My early approach to meditation was influenced by my increasing awareness that it was also a physical practice, and my running training schedules—modified from examples provided by widely-published exercise and running gurus—provided the inspiration for how I trained myself for Zen. I slowly increased my sitting time from five minutes to just over thirty, as I followed their examples of slowly increasing the pace and intensity of shorter runs before attempting longer races. I considered my first weekend sesshin as my first marathon and my first week-long sesshin as my first ultramarathon, and “trained” for both accordingly. Yoga also became important to me during prolonged sesshins, helping to relieve the pain and stiffness from prolonged periods of sitting and so yoga teachers, through their books and online websites, unknowingly became part of my growing crowd of mentors.
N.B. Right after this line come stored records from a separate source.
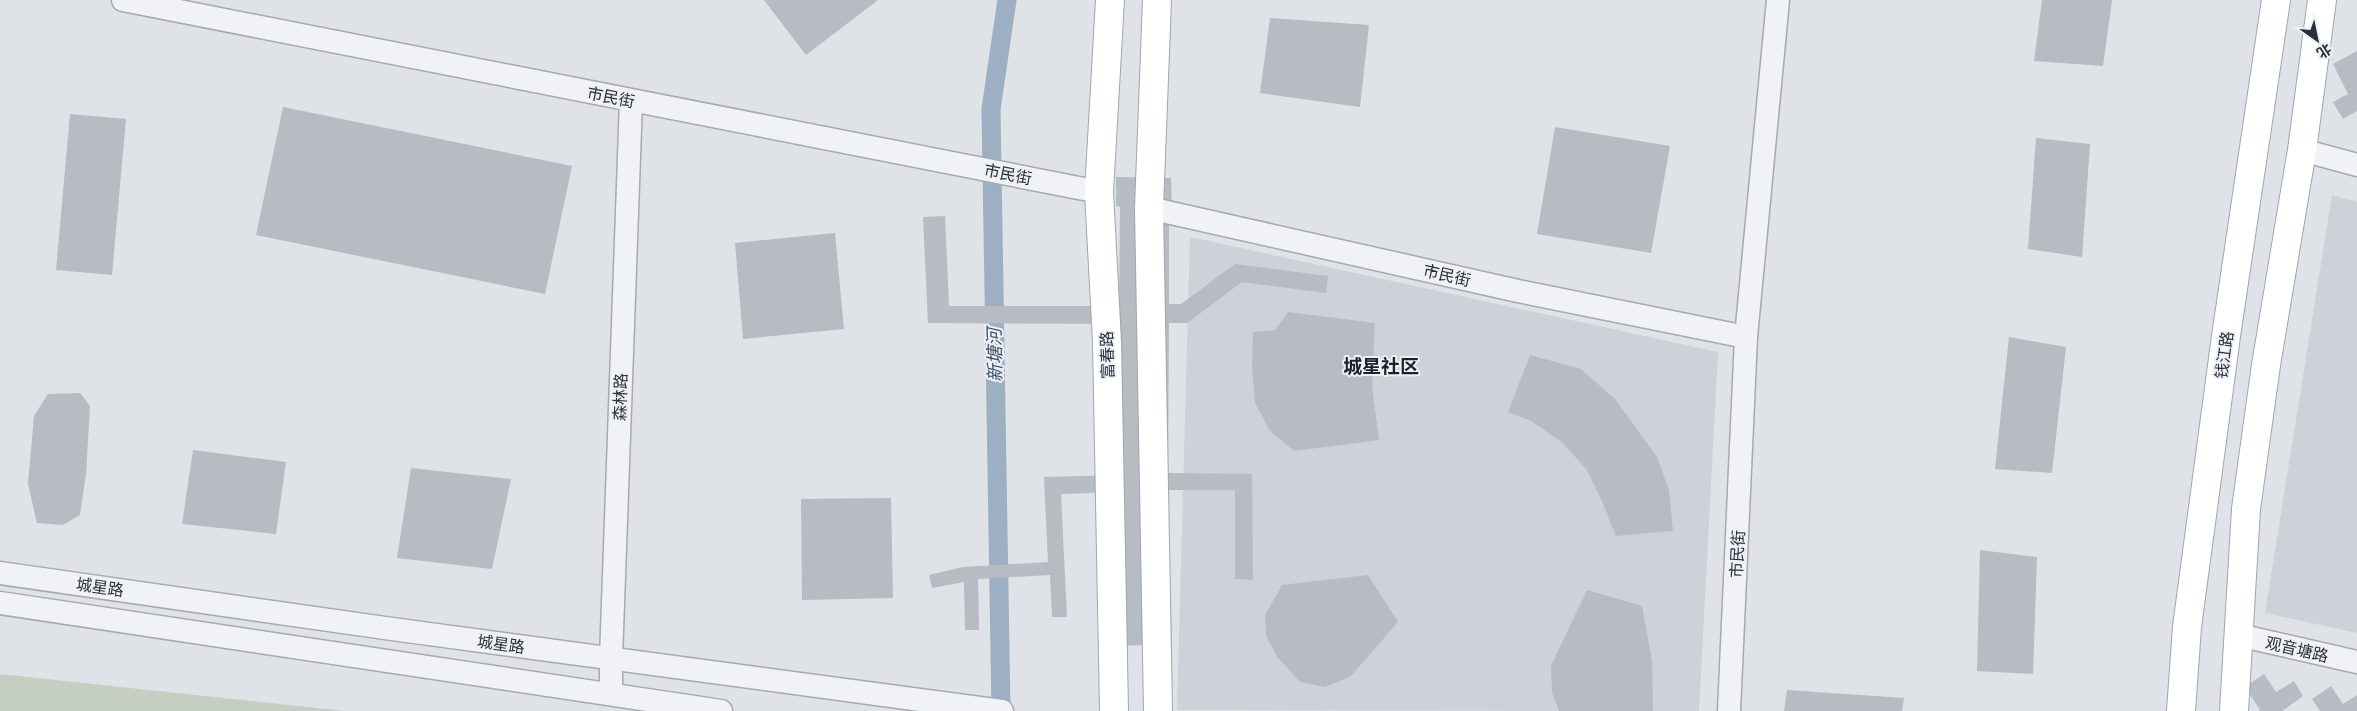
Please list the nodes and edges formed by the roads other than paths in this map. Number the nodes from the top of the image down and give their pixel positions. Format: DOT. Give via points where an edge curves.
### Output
graph roads {
  1 [pos="123,0"];
  2 [pos="1110,0"];
  3 [pos="1157,0"];
  4 [pos="1778,0"];
  5 [pos="2276,0"];
  6 [pos="2322,0"];
  7 [pos="630,101"];
  8 [pos="2302,150"];
  9 [pos="2357,165"];
  10 [pos="1099,192"];
  11 [pos="1150,208"];
  12 [pos="1746,337"];
  13 [pos="0,573"];
  14 [pos="0,603"];
  15 [pos="2238,635"];
  16 [pos="611,659"];
  17 [pos="2357,662"];
  18 [pos="612,693"];
  19 [pos="722,711"];
  20 [pos="1002,711"];
  21 [pos="1114,711"];
  22 [pos="1158,711"];
  23 [pos="1729,711"];
  24 [pos="2181,711"];
  25 [pos="2234,711"];
  1 -- 7 [label="street, 市民街"];
  2 -- 10 [label="main road, 富春路"];
  3 -- 11 [label="main road"];
  4 -- 12 [label="street, 市民街"];
  5 -- 24 [label="main road, 钱江路" via="2188,617"];
  6 -- 8 [label="main road"];
  7 -- 10 [label="street, 市民街"];
  7 -- 16 [label="street, 森林路"];
  8 -- 9 [label="street"];
  8 -- 15 [label="main road" via="2246,509"];
  10 -- 21 [label="main road, 富春路" via="1107,342"];
  11 -- 12 [label="street, 市民街" via="1518,291"];
  11 -- 22 [label="main road"];
  12 -- 23 [label="street, 市民街"];
  13 -- 16 [label="street, 城星路"];
  14 -- 18 [label="street, 城星路"];
  15 -- 17 [label="street, 观音塘路"];
  15 -- 25 [label="main road"];
  16 -- 18 [label="street, 森林路"];
  16 -- 20 [label="street, 城星路"];
  18 -- 19 [label="street, 城星路"];
}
It wasn’t long before I realized yoga would be an effective lower-impact approach to the strength training I did for running, and so yoga came to influence my running as well, and my Zen. Circles within circles, widening and even erasing their own boundaries… a Zen lesson in itself, an ever-expanding circle of awareness and influence.

“Your father is still your father,” another of my Zen teachers told me, not long after I had attended my dad’s memorial service, and each time I run, I still feel the patient but firm grip of my dad’s hand on my shoulder as he smoothed out my starting stance. I hear my Zen teacher telling me to run with mu, and I run and sit with my father, my Zen teachers, world-renowned Buddhist teachers and running coaches I have only read, family, friends, fellow runners on the path and sangha members in the meditation hall—their experience a part of me and a part of each other, wise words, firm hands and patient teaching living on, however inexpertly, in a huffing, puffing middle-aged man trudging up a hill or bringing himself back, for the millionth time, to himself as he squirms slightly on his cushion. One sentient being, always with many others. May they never tire of guiding me, although I certainly know I’m not an easy pupil.

Fortunately for me, my teachers are often not even aware they are teachers. On the last morning of a weekend sesshin I attended, I drove up to the zendo a few minutes ahead of time to find the entrance gate closed.

Irritated, I pulled my car off the road and parked across the street, staring at the gate. Why is the gate locked? I wondered. It wasn’t locked yesterday. Am I late? Did I read the schedule wrong? Why hadn’t someone been told to go unlock the gate? Wasn’t anyone thinking about the commuters? Why are things so disorganized? I’m going to be late. Being late is so embarrassing. Why does stuff like this always happen to me? Why can’t I keep things straight?

Another sesshin participant drove up. She stopped her car, got out, gently pushed the unlocked gate open, and drove inside.

Ed Brickell

Ed Brickell works and runs in Dallas, Texas, participating in ultramarathons (races of 50 kilometers or longer) around the United States. He writes about the crossroads of his Zen practice and running at www.runwithmu.com.